___ PROVIDED ENTRIES

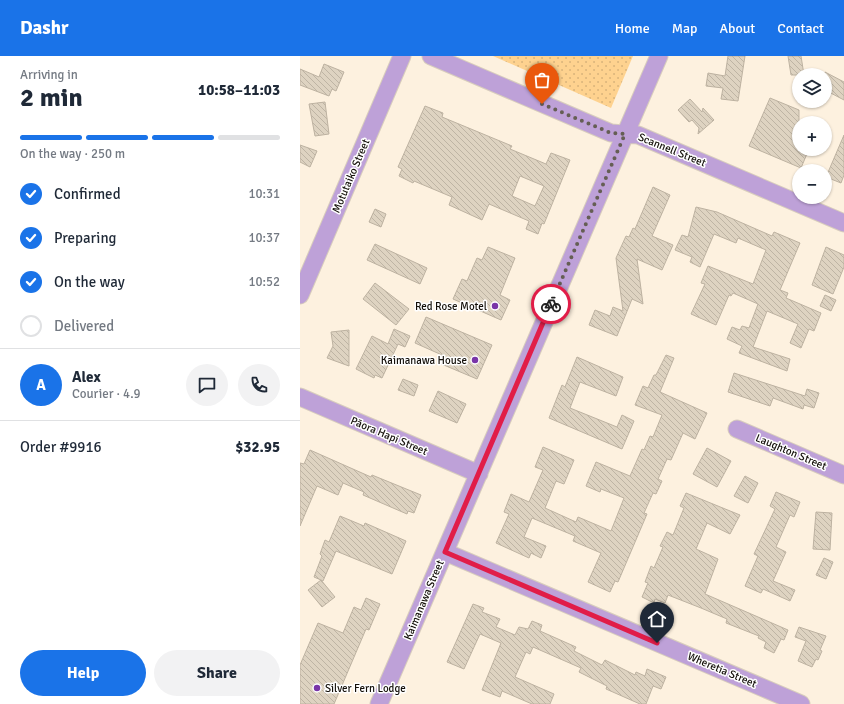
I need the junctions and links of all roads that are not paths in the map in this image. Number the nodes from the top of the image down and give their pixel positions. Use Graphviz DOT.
graph roads {
  1 [pos="402,56"];
  2 [pos="431,56"];
  3 [pos="659,56"];
  4 [pos="625,134"];
  5 [pos="844,223"];
  6 [pos="300,295"];
  7 [pos="300,397"];
  8 [pos="737,429"];
  9 [pos="479,474"];
  10 [pos="844,474"];
  11 [pos="445,552"];
  12 [pos="380,704"];
  13 [pos="801,704"];
  1 -- 6 [label="street, Motutaiko Street"];
  2 -- 4 [label="street, Scannell Street"];
  3 -- 4 [label="street, Kaimanawa Street"];
  4 -- 5 [label="street, Scannell Street"];
  4 -- 9 [label="street, Kaimanawa Street"];
  7 -- 9 [label="street, Pāora Hapi Street"];
  8 -- 10 [label="street, Laughton Street"];
  9 -- 11 [label="street, Kaimanawa Street"];
  11 -- 12 [label="street, Kaimanawa Street"];
  11 -- 13 [label="street, Wheretia Street"];
}
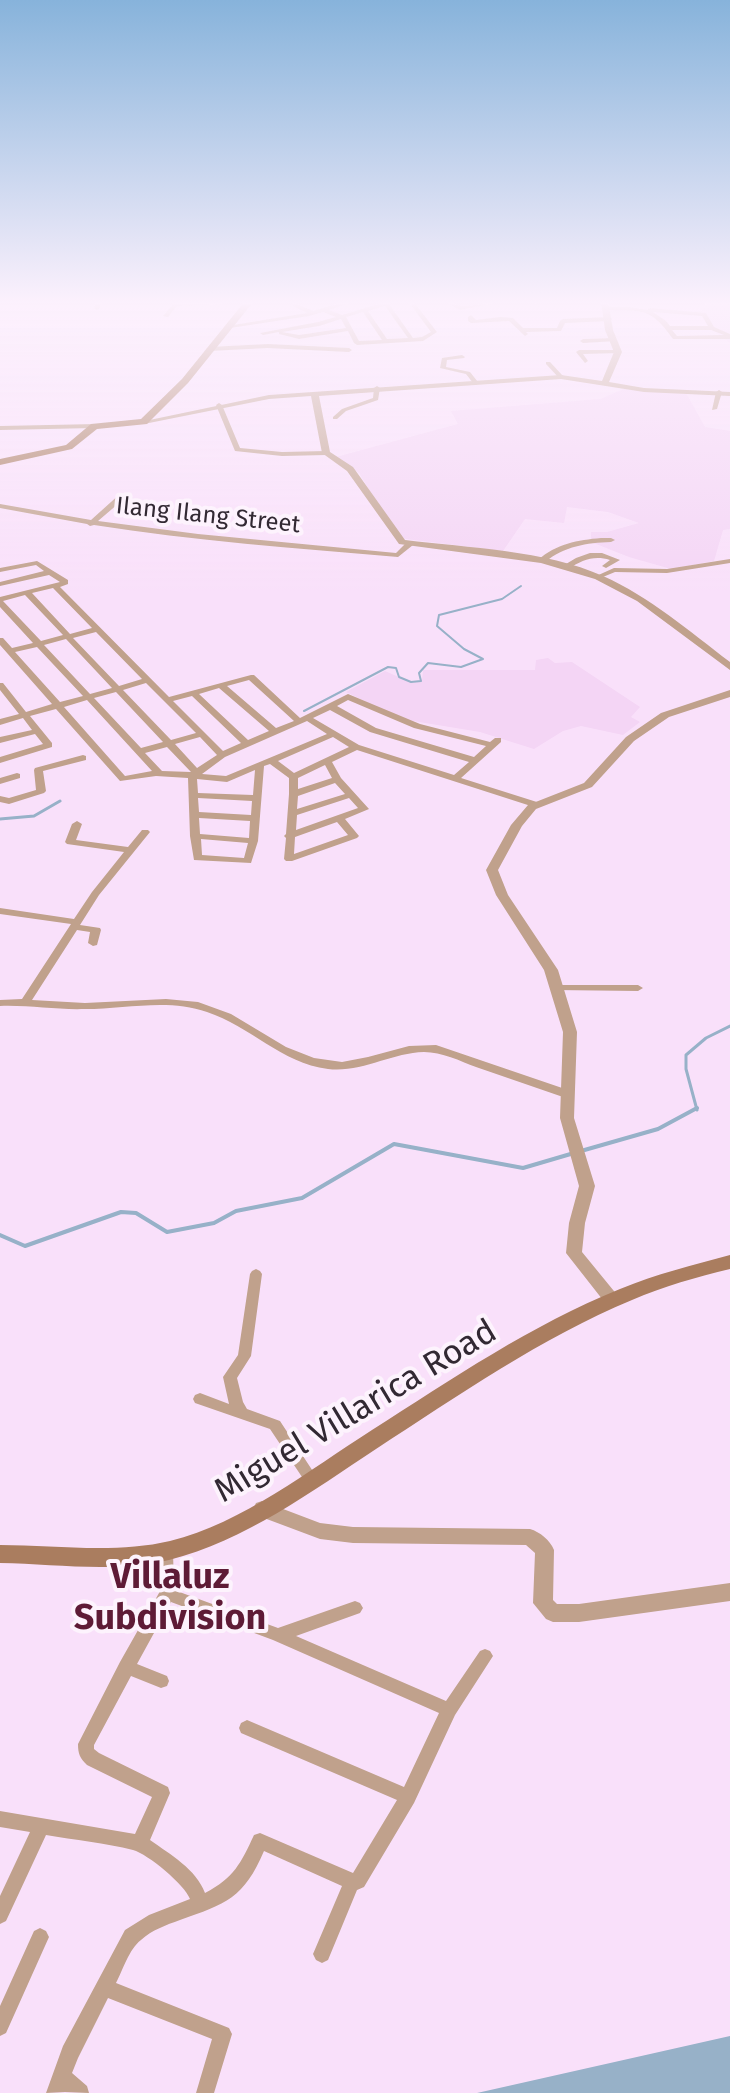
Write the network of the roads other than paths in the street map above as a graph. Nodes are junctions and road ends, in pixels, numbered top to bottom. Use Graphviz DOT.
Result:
graph roads {
  1 [pos="167,399"];
  2 [pos="270,399"];
  3 [pos="315,399"];
  4 [pos="376,399"];
  5 [pos="717,399"];
  6 [pos="219,405"];
  7 [pos="714,409"];
  8 [pos="335,418"];
  9 [pos="144,422"];
  10 [pos="94,426"];
  11 [pos="0,428"];
  12 [pos="326,453"];
  13 [pos="0,462"];
  14 [pos="121,495"];
  15 [pos="0,506"];
  16 [pos="90,524"];
  17 [pos="611,540"];
  18 [pos="409,545"];
  19 [pos="542,560"];
  20 [pos="730,561"];
  21 [pos="606,566"];
  22 [pos="565,567"];
  23 [pos="0,570"];
  24 [pos="51,572"];
  25 [pos="598,577"];
  26 [pos="0,584"];
  27 [pos="55,586"];
  28 [pos="27,593"];
  29 [pos="0,600"];
  30 [pos="98,629"];
  31 [pos="69,638"];
  32 [pos="0,640"];
  33 [pos="41,644"];
  34 [pos="10,651"];
  35 [pos="730,667"];
  36 [pos="148,680"];
  37 [pos="221,685"];
  38 [pos="0,686"];
  39 [pos="116,689"];
  40 [pos="193,692"];
  41 [pos="730,693"];
  42 [pos="87,697"];
  43 [pos="167,700"];
  44 [pos="13,701"];
  45 [pos="0,704"];
  46 [pos="57,706"];
  47 [pos="330,706"];
  48 [pos="25,715"];
  49 [pos="300,718"];
  50 [pos="0,722"];
  51 [pos="273,729"];
  52 [pos="37,731"];
  53 [pos="334,734"];
  54 [pos="199,735"];
  55 [pos="0,740"];
  56 [pos="244,742"];
  57 [pos="169,744"];
  58 [pos="356,747"];
  59 [pos="138,752"];
  60 [pos="219,752"];
  61 [pos="83,758"];
  62 [pos="0,760"];
  63 [pos="473,760"];
  64 [pos="272,761"];
  65 [pos="327,761"];
  66 [pos="260,766"];
  67 [pos="159,773"];
  68 [pos="195,775"];
  69 [pos="17,776"];
  70 [pos="293,777"];
  71 [pos="456,778"];
  72 [pos="337,779"];
  73 [pos="0,781"];
  74 [pos="294,794"];
  75 [pos="192,795"];
  76 [pos="350,795"];
  77 [pos="257,798"];
  78 [pos="0,799"];
  79 [pos="537,805"];
  80 [pos="292,814"];
  81 [pos="194,815"];
  82 [pos="255,818"];
  83 [pos="340,819"];
  84 [pos="77,824"];
  85 [pos="145,832"];
  86 [pos="195,836"];
  87 [pos="289,836"];
  88 [pos="253,841"];
  89 [pos="130,850"];
  90 [pos="0,911"];
  91 [pos="76,924"];
  92 [pos="93,943"];
  93 [pos="558,988"];
  94 [pos="638,988"];
  95 [pos="26,1001"];
  96 [pos="0,1003"];
  97 [pos="567,1094"];
  98 [pos="730,1262"];
  99 [pos="256,1274"];
  100 [pos="612,1300"];
  101 [pos="200,1399"];
  102 [pos="242,1414"];
  103 [pos="311,1479"];
  104 [pos="262,1509"];
  105 [pos="166,1551"];
  106 [pos="0,1554"];
  107 [pos="730,1592"];
  108 [pos="167,1594"];
  109 [pos="355,1608"];
  110 [pos="278,1635"];
  111 [pos="485,1656"];
  112 [pos="126,1667"];
  113 [pos="161,1681"];
  114 [pos="449,1710"];
  115 [pos="247,1728"];
  116 [pos="408,1797"];
  117 [pos="0,1819"];
  118 [pos="42,1825"];
  119 [pos="140,1843"];
  120 [pos="352,1882"];
  121 [pos="200,1903"];
  122 [pos="0,1915"];
  123 [pos="40,1937"];
  124 [pos="322,1954"];
  125 [pos="103,1987"];
  126 [pos="0,2027"];
  127 [pos="58,2084"];
  128 [pos="80,2093"];
  129 [pos="205,2093"];
  1 -- 9 [label="main road"];
  2 -- 6 [label="street"];
  3 -- 12 [label="street"];
  4 -- 8 [label="street"];
  5 -- 7 [label="street"];
  6 -- 9 [label="street"];
  6 -- 12 [label="street"];
  9 -- 10 [label="main road"];
  10 -- 11 [label="street"];
  10 -- 13 [label="main road"];
  12 -- 18 [label="street"];
  14 -- 16 [label="street"];
  15 -- 16 [label="street, Ilang Ilang Street"];
  16 -- 18 [label="street, Ilang Ilang Street"];
  17 -- 19 [label="street"];
  18 -- 19 [label="street"];
  19 -- 22 [label="street"];
  20 -- 25 [label="street"];
  21 -- 22 [label="street"];
  22 -- 25 [label="street"];
  23 -- 24 [label="street"];
  24 -- 26 [label="street"];
  24 -- 27 [label="street"];
  25 -- 35 [label="street"];
  27 -- 28 [label="street"];
  27 -- 30 [label="street"];
  28 -- 29 [label="street"];
  28 -- 31 [label="street"];
  29 -- 33 [label="street"];
  30 -- 31 [label="street"];
  30 -- 36 [label="street"];
  31 -- 33 [label="street"];
  31 -- 39 [label="street"];
  32 -- 34 [label="street"];
  33 -- 34 [label="street"];
  33 -- 42 [label="street"];
  34 -- 46 [label="street"];
  36 -- 39 [label="street"];
  36 -- 43 [label="street"];
  37 -- 40 [label="street"];
  37 -- 49 [label="street"];
  37 -- 51 [label="street"];
  38 -- 44 [label="street"];
  39 -- 42 [label="street"];
  39 -- 57 [label="street"];
  40 -- 43 [label="street"];
  40 -- 56 [label="street"];
  41 -- 79 [label="street"];
  42 -- 46 [label="street"];
  42 -- 59 [label="street"];
  43 -- 54 [label="street"];
  44 -- 45 [label="street"];
  44 -- 48 [label="street"];
  46 -- 48 [label="street"];
  46 -- 67 [label="street"];
  47 -- 49 [label="street"];
  47 -- 63 [label="street"];
  47 -- 63 [label="street"];
  48 -- 50 [label="street"];
  48 -- 52 [label="street"];
  49 -- 51 [label="street"];
  49 -- 53 [label="street"];
  51 -- 56 [label="street"];
  52 -- 55 [label="street"];
  52 -- 62 [label="street"];
  53 -- 58 [label="street"];
  53 -- 64 [label="street"];
  54 -- 57 [label="street"];
  54 -- 60 [label="street"];
  56 -- 60 [label="street"];
  57 -- 59 [label="street"];
  57 -- 68 [label="street"];
  58 -- 65 [label="street"];
  58 -- 71 [label="street"];
  59 -- 67 [label="street"];
  60 -- 68 [label="street"];
  61 -- 78 [label="street"];
  63 -- 71 [label="street"];
  64 -- 66 [label="street"];
  64 -- 70 [label="street"];
  65 -- 70 [label="street"];
  65 -- 72 [label="street"];
  66 -- 68 [label="street"];
  66 -- 77 [label="street"];
  67 -- 68 [label="street"];
  68 -- 75 [label="street"];
  69 -- 73 [label="street"];
  70 -- 74 [label="street"];
  71 -- 79 [label="street"];
  72 -- 74 [label="street"];
  72 -- 76 [label="street"];
  74 -- 80 [label="street"];
  75 -- 77 [label="street"];
  75 -- 81 [label="street"];
  76 -- 80 [label="street"];
  76 -- 83 [label="street"];
  77 -- 82 [label="street"];
  79 -- 93 [label="street"];
  80 -- 87 [label="street"];
  81 -- 82 [label="street"];
  81 -- 86 [label="street"];
  82 -- 88 [label="street"];
  83 -- 87 [label="street"];
  83 -- 87 [label="street"];
  84 -- 89 [label="street"];
  85 -- 89 [label="street"];
  86 -- 88 [label="street"];
  86 -- 88 [label="street"];
  89 -- 91 [label="street"];
  90 -- 91 [label="street"];
  91 -- 92 [label="street"];
  91 -- 95 [label="street"];
  93 -- 94 [label="street"];
  93 -- 97 [label="street"];
  95 -- 96 [label="street"];
  95 -- 97 [label="street"];
  97 -- 100 [label="street"];
  98 -- 100 [label="main road, Miguel Villarica Road"];
  99 -- 102 [label="street"];
  100 -- 103 [label="main road, Miguel Villarica Road"];
  101 -- 102 [label="street"];
  102 -- 103 [label="street"];
  103 -- 104 [label="main road, Miguel Villarica Road"];
  104 -- 105 [label="main road, Miguel Villarica Road"];
  104 -- 107 [label="street"];
  105 -- 106 [label="main road, Miguel Villarica Road"];
  105 -- 108 [label="street"];
  108 -- 110 [label="street"];
  108 -- 112 [label="street"];
  109 -- 110 [label="street"];
  110 -- 114 [label="street"];
  111 -- 114 [label="street"];
  112 -- 113 [label="street"];
  112 -- 119 [label="street"];
  114 -- 116 [label="street"];
  115 -- 116 [label="street"];
  116 -- 120 [label="street"];
  117 -- 118 [label="street"];
  118 -- 119 [label="street"];
  118 -- 122 [label="street"];
  119 -- 121 [label="street"];
  120 -- 121 [label="street"];
  120 -- 124 [label="street"];
  121 -- 125 [label="street"];
  123 -- 126 [label="street"];
  125 -- 127 [label="street"];
  125 -- 129 [label="street"];
  127 -- 128 [label="street"];
}
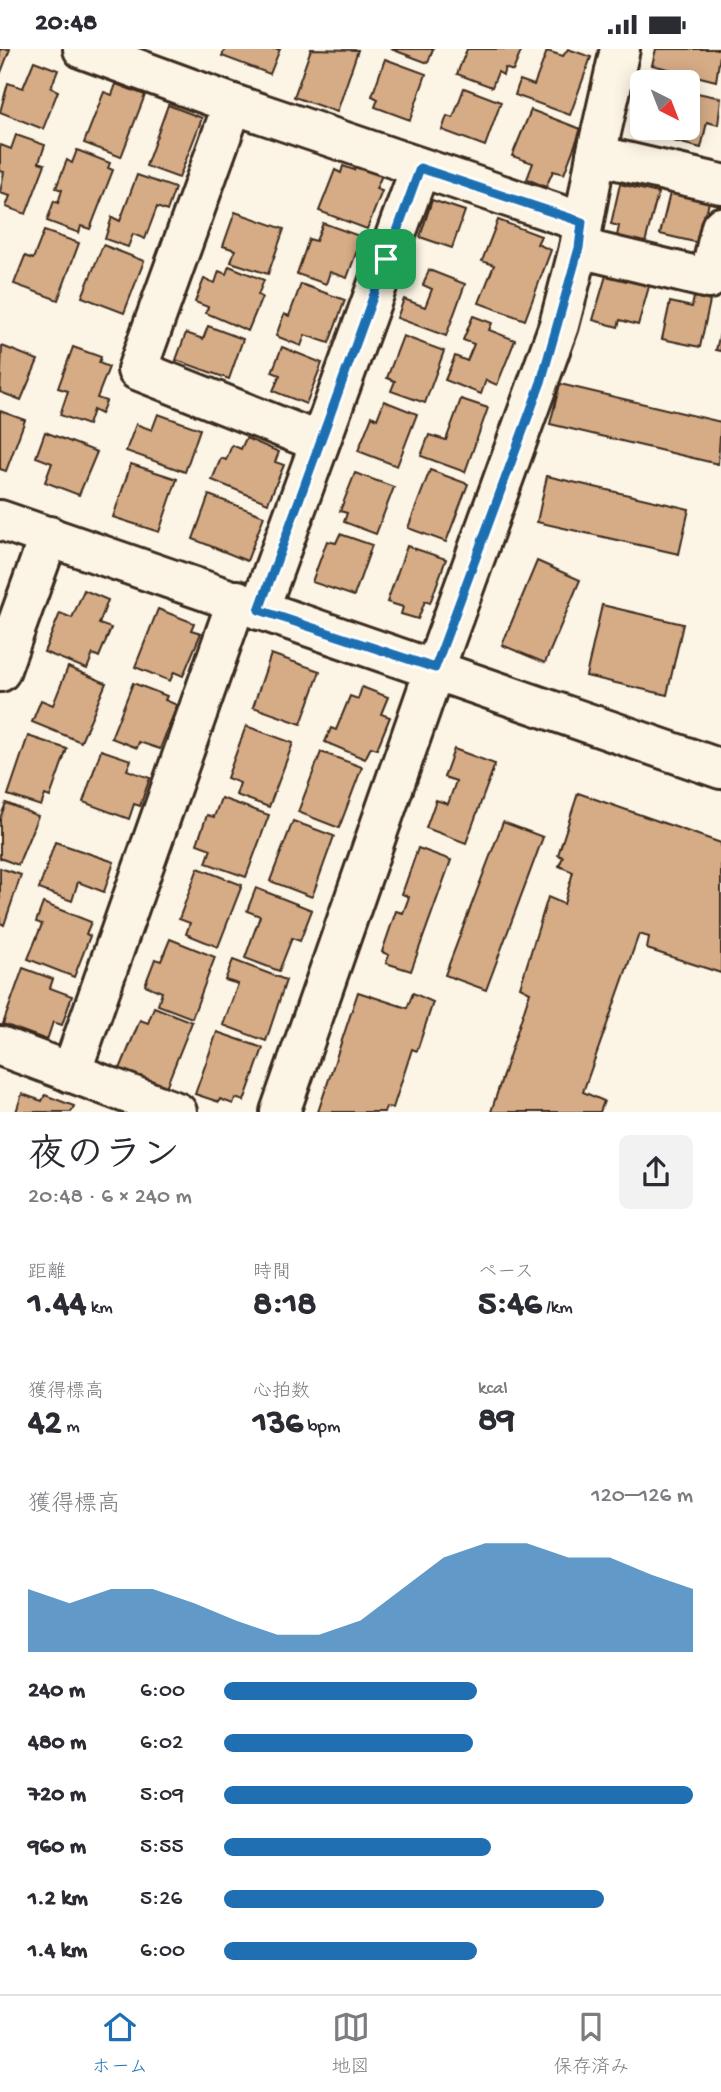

______

WORK TO BE COMPLETED —
The lines running from the beginning of the listing above through the line that holds "Write the network" are to be duplicated exactly, both ends kept, pictures omitted.

TASK RESULT —
I need the junctions and links of all roads that are not paths in the map in this image. Number the nodes from the top of the image down and give their pixel positions. Use Graphviz DOT.
graph roads {
  1 [pos="402,56"];
  2 [pos="431,56"];
  3 [pos="659,56"];
  4 [pos="625,134"];
  5 [pos="844,223"];
  6 [pos="300,295"];
  7 [pos="300,397"];
  8 [pos="737,429"];
  9 [pos="479,474"];
  10 [pos="844,474"];
  11 [pos="445,552"];
  12 [pos="380,704"];
  13 [pos="801,704"];
  1 -- 6 [label="street, Motutaiko Street"];
  2 -- 4 [label="street, Scannell Street"];
  3 -- 4 [label="street, Kaimanawa Street"];
  4 -- 5 [label="street, Scannell Street"];
  4 -- 9 [label="street, Kaimanawa Street"];
  7 -- 9 [label="street, Pāora Hapi Street"];
  8 -- 10 [label="street, Laughton Street"];
  9 -- 11 [label="street, Kaimanawa Street"];
  11 -- 12 [label="street, Kaimanawa Street"];
  11 -- 13 [label="street, Wheretia Street"];
}
Write the network of the roads other than paths in the street map above as a graph. Nodes are junctions and road ends, in pixels, numbered top to bottom. Use Graphviz DOT.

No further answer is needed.